O maior de todos é um enorme relógio de sol equinocial conhecido como Samrat Yantra: uma parede triangular com 27 metros de altura e duas rampas semicirculares finas, que se irradiam como asas a partir dos seus lados. Abaixo dele, meu guia indicou a sombra sobre uma das rampas à medida que ela se movia precisamente a 1 mm por segundo, indicando a hora local com precisão de dois segundos.
Outro yantra, o Jai Prakash, mede a trajetória do Sol através dos signos do zodíaco védico indiano para determinar o horóscopo. Sua estrutura em forma de tigela, cavada no solo, é como um mapa invertido do céu e uma placa metálica minúscula suspensa sobre um fio cruzado determina uma sombra que mostra a posição de um dado planeta ou estrela.
“Usei esses instrumentos muitas vezes nos meus dois anos de mestrado”, afirma Neha Sharma, agora doutora em astrologia védica (Jyotish Shastra) pela Universidade do Rajastão, na Índia. “Aprender a ler esses instrumentos e fazer cálculos com eles ainda é parte obrigatória do currículo de qualquer pessoa que deseje cursar astrologia como opção de carreira.”
Mas a maior parte do mundo científico moderno considerava os observatórios Jantar Mantar uma curiosidade até que a renomada astrofísica indiana Nandivada Rathnasree defendeu que as estruturas ainda eram úteis.
No seu cargo de diretora do Planetário Nehru, em Nova Déli — exercido entre 1999 e sua morte, em 2021 —, ela incentivou os estudantes de astronomia a ganhar experiência prática sobre a posição dos astros nos diversos Jantar Mantar, o que levou ao reconhecimento acadêmico e internacional dos observatórios.
“Foi Nandivada Rathnasree que lançou os holofotes da comunidade científica para os Jantar Mantar”, segundo Rima Hooja, arqueóloga e diretora consultiva do Museu Marajá Sawai Man Singh 2°, no Palácio da Cidade. “Seu papel também foi fundamental para o reconhecimento do Jantar Mantar de Jaipur como Patrimônio Mundial da Unesco.”
Os Jantar Mantar continuam a ganhar fama, não apenas pela sua genialidade arquitetônica, mas pelo seu estilo clássico.
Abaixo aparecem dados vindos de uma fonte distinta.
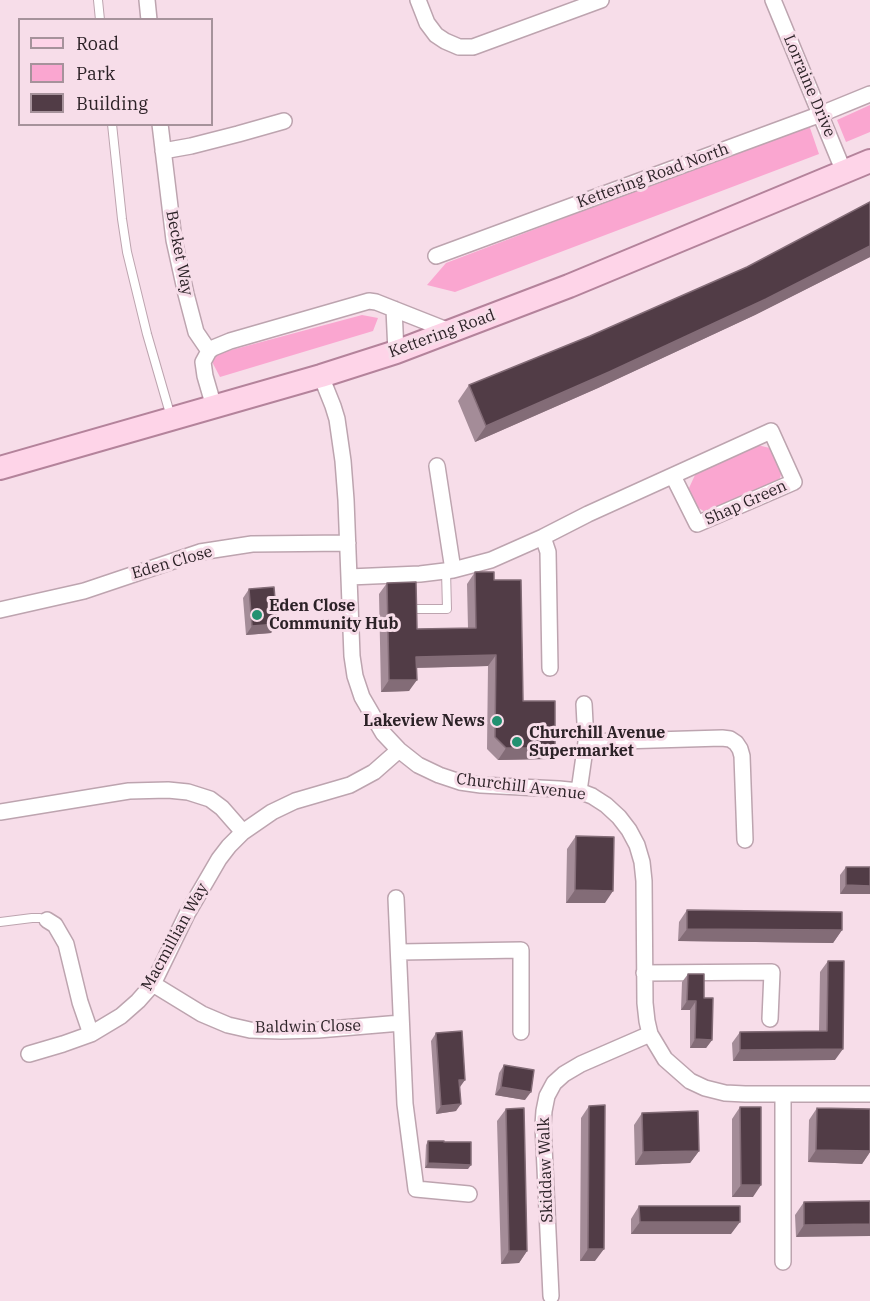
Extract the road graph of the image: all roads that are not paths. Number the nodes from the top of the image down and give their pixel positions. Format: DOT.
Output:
graph roads {
  1 [pos="98,0"];
  2 [pos="147,0"];
  3 [pos="418,0"];
  4 [pos="601,0"];
  5 [pos="772,0"];
  6 [pos="100,18"];
  7 [pos="149,18"];
  8 [pos="870,94"];
  9 [pos="821,114"];
  10 [pos="284,121"];
  11 [pos="112,126"];
  12 [pos="160,126"];
  13 [pos="163,151"];
  14 [pos="870,162"];
  15 [pos="844,172"];
  16 [pos="436,256"];
  17 [pos="394,309"];
  18 [pos="452,332"];
  19 [pos="209,351"];
  20 [pos="396,352"];
  21 [pos="321,376"];
  22 [pos="214,407"];
  23 [pos="172,418"];
  24 [pos="437,466"];
  25 [pos="0,468"];
  26 [pos="673,476"];
  27 [pos="543,537"];
  28 [pos="348,543"];
  29 [pos="449,570"];
  30 [pos="349,577"];
  31 [pos="416,609"];
  32 [pos="0,610"];
  33 [pos="550,668"];
  34 [pos="584,704"];
  35 [pos="586,742"];
  36 [pos="399,750"];
  37 [pos="579,791"];
  38 [pos="0,812"];
  39 [pos="243,832"];
  40 [pos="745,840"];
  41 [pos="396,898"];
  42 [pos="47,920"];
  43 [pos="0,922"];
  44 [pos="399,952"];
  45 [pos="644,974"];
  46 [pos="153,984"];
  47 [pos="770,1019"];
  48 [pos="401,1023"];
  49 [pos="521,1032"];
  50 [pos="91,1034"];
  51 [pos="650,1034"];
  52 [pos="29,1054"];
  53 [pos="870,1094"];
  54 [pos="783,1095"];
  55 [pos="469,1194"];
  56 [pos="783,1262"];
  57 [pos="551,1296"];
  1 -- 6 [label="lane"];
  2 -- 7 [label="street"];
  3 -- 4 [label="street"];
  5 -- 9 [label="street, Lorraine Drive"];
  8 -- 9 [label="street, Kettering Road North"];
  9 -- 15 [label="street, Lorraine Drive"];
  9 -- 16 [label="street, Kettering Road North"];
  10 -- 13 [label="street"];
  11 -- 23 [label="lane"];
  12 -- 13 [label="street, Becket Way"];
  13 -- 19 [label="street, Becket Way"];
  14 -- 15 [label="main road, Kettering Road"];
  15 -- 18 [label="main road, Kettering Road"];
  17 -- 18 [label="street"];
  17 -- 19 [label="street"];
  17 -- 20 [label="street"];
  18 -- 20 [label="main road, Kettering Road"];
  19 -- 22 [label="street"];
  20 -- 21 [label="main road, Kettering Road"];
  21 -- 22 [label="main road, Kettering Road"];
  21 -- 28 [label="street, Churchill Avenue"];
  22 -- 23 [label="main road, Kettering Road"];
  23 -- 25 [label="main road, Kettering Road"];
  24 -- 29 [label="street"];
  26 -- 26 [label="street, Shap Green"];
  26 -- 27 [label="street, Shap Green"];
  27 -- 29 [label="street, Shap Green"];
  27 -- 33 [label="street"];
  28 -- 30 [label="street, Churchill Avenue"];
  28 -- 32 [label="street, Eden Close"];
  29 -- 30 [label="street, Shap Green"];
  29 -- 31 [label="lane"];
  30 -- 36 [label="street, Churchill Avenue"];
  34 -- 35 [label="street"];
  35 -- 37 [label="street"];
  35 -- 40 [label="street"];
  36 -- 37 [label="street, Churchill Avenue"];
  36 -- 39 [label="street, Macmillian Way"];
  37 -- 45 [label="street, Churchill Avenue"];
  38 -- 39 [label="street"];
  39 -- 46 [label="street, Macmillian Way"];
  41 -- 44 [label="street"];
  42 -- 43 [label="lane"];
  42 -- 50 [label="street"];
  44 -- 48 [label="street"];
  44 -- 49 [label="street"];
  45 -- 47 [label="street"];
  45 -- 51 [label="street, Churchill Avenue"];
  46 -- 48 [label="street, Baldwin Close"];
  46 -- 50 [label="street, Macmillian Way"];
  48 -- 55 [label="street"];
  50 -- 52 [label="street, Macmillian Way"];
  51 -- 54 [label="street, Churchill Avenue"];
  51 -- 57 [label="street, Skiddaw Walk"];
  53 -- 54 [label="street, Churchill Avenue"];
  54 -- 56 [label="street"];
}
“Superficialmente, os Jantar Mantar podem parecer que não pertencem à arquitetura local”, afirma a arquiteta de conservação Kavita Jain, que mora em Jaipur. “Mas, quando você olha de perto, o enorme relógio de sol é estável por criar espaços vazios na forma de arcos. Os dosséis hindus que coroam os instrumentos, o mármore e as pedras usadas na construção — todos são reminiscências das tradições arquitetônicos locais.”
Atualmente, turistas, estudantes e cientistas de muitas disciplinas e culturas em todo o mundo compreendem que o Jantar Mantar de Jaipur é muito mais que um monumento histórico. Situado no centro de uma antiga e próspera cidade de fortes e palácios, suas estruturas monolíticas continuam a espelhar o cosmos e criar um legado permanente.